=== Material supplied ===

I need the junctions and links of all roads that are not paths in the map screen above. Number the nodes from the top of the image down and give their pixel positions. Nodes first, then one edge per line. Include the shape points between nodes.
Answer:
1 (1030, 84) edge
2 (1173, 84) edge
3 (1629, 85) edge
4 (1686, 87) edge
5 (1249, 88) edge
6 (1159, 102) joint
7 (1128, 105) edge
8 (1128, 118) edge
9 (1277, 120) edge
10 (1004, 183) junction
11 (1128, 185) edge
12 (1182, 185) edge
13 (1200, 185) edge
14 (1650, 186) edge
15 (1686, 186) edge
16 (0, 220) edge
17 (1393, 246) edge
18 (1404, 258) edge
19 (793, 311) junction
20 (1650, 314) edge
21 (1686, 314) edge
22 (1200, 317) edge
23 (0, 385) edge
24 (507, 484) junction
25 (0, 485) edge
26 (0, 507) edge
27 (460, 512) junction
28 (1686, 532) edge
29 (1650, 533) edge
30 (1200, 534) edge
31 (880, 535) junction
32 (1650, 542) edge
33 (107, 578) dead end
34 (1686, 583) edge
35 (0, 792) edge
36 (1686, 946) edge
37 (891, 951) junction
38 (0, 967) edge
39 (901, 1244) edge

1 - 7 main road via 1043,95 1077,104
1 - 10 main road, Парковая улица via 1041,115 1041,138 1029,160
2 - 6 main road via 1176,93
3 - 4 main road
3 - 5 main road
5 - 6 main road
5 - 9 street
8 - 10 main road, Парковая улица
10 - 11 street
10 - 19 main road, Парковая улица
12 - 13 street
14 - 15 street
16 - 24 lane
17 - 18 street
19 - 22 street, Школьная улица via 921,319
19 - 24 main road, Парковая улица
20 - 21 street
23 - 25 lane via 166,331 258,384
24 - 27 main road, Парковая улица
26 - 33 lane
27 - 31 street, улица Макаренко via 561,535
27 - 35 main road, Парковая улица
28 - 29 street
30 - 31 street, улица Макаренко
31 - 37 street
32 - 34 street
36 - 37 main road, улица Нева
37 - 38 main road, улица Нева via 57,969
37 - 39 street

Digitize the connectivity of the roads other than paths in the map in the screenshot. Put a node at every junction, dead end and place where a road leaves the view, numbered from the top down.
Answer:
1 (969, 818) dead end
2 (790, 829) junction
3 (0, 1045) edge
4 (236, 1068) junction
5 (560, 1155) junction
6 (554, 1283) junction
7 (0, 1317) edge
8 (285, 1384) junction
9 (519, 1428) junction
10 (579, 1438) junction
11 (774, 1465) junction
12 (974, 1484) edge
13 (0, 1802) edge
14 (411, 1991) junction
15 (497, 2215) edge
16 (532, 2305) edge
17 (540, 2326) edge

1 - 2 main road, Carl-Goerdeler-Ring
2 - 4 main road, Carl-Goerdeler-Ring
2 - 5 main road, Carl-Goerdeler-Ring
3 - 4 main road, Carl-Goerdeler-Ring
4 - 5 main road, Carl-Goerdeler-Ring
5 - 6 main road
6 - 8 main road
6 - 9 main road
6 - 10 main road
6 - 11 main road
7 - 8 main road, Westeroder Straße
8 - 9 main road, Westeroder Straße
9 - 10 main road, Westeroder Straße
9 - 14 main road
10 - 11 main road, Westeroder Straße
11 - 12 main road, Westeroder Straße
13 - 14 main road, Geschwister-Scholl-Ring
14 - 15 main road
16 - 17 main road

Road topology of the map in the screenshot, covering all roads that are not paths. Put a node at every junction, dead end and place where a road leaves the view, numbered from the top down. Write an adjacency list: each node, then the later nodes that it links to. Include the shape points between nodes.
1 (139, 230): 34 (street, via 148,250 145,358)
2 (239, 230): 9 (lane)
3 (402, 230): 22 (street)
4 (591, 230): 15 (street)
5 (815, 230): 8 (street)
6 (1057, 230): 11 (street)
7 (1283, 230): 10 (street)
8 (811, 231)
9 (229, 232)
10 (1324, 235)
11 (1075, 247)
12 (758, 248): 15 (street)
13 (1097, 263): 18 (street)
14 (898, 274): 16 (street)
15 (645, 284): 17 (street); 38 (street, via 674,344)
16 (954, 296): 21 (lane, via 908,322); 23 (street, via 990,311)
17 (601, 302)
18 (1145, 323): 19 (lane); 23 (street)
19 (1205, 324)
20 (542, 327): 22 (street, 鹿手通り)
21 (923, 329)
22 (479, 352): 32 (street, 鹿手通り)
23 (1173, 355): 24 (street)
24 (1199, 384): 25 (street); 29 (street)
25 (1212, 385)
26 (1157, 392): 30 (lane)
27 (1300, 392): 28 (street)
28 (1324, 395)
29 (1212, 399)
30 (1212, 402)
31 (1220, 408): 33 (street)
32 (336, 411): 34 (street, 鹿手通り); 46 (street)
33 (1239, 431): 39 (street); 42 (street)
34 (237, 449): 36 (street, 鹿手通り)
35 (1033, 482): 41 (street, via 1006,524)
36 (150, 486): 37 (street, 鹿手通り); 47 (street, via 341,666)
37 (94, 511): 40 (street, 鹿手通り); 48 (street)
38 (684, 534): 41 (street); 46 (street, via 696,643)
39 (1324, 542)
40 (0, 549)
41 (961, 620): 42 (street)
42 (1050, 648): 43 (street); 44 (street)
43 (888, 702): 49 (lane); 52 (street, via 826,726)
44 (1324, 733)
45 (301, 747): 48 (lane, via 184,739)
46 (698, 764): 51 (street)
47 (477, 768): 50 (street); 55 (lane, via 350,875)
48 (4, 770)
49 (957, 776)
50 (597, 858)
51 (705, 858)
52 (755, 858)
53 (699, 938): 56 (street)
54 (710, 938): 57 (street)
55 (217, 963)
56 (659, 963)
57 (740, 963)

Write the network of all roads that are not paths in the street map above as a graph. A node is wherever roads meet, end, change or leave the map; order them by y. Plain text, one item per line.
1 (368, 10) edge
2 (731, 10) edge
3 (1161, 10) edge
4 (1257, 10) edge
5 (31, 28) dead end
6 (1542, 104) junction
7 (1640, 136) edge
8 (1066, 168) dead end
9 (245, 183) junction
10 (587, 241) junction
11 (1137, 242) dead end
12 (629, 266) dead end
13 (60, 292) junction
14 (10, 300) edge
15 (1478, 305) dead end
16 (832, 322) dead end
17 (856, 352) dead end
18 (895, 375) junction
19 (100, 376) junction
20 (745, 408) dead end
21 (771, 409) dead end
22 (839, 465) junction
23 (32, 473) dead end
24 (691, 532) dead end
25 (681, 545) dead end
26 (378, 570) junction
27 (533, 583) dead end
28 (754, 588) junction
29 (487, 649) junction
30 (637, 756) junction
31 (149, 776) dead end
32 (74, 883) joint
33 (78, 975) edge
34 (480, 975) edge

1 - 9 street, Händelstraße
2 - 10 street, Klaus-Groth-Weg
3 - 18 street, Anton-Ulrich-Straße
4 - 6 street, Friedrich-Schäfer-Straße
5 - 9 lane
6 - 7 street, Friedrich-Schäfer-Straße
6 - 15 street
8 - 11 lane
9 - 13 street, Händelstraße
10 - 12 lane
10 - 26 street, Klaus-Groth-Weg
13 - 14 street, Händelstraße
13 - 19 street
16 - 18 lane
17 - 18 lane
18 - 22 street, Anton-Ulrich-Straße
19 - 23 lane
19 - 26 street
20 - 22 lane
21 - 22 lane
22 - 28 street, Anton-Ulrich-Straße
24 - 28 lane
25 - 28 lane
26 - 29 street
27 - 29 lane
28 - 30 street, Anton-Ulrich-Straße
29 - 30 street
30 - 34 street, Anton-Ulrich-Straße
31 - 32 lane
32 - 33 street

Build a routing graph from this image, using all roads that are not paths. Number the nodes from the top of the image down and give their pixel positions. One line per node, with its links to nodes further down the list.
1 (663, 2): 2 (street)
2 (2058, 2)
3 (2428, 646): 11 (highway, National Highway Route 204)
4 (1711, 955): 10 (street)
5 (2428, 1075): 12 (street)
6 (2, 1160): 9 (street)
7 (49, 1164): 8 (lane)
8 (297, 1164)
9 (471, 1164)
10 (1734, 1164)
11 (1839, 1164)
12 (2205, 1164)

===

Problem to work on: Scan the records for the word "then" and copy every line where it is found.

Worked solution:
I need the junctions and links of all roads that are not paths in the map screen above. Number the nodes from the top of the image down and give their pixel positions. Nodes first, then one edge per line. Include the shape points between nodes.
Road topology of the map in the screenshot, covering all roads that are not paths. Put a node at every junction, dead end and place where a road leaves the view, numbered from the top down. Write an adjacency list: each node, then the later nodes that it links to. Include the shape points between nodes.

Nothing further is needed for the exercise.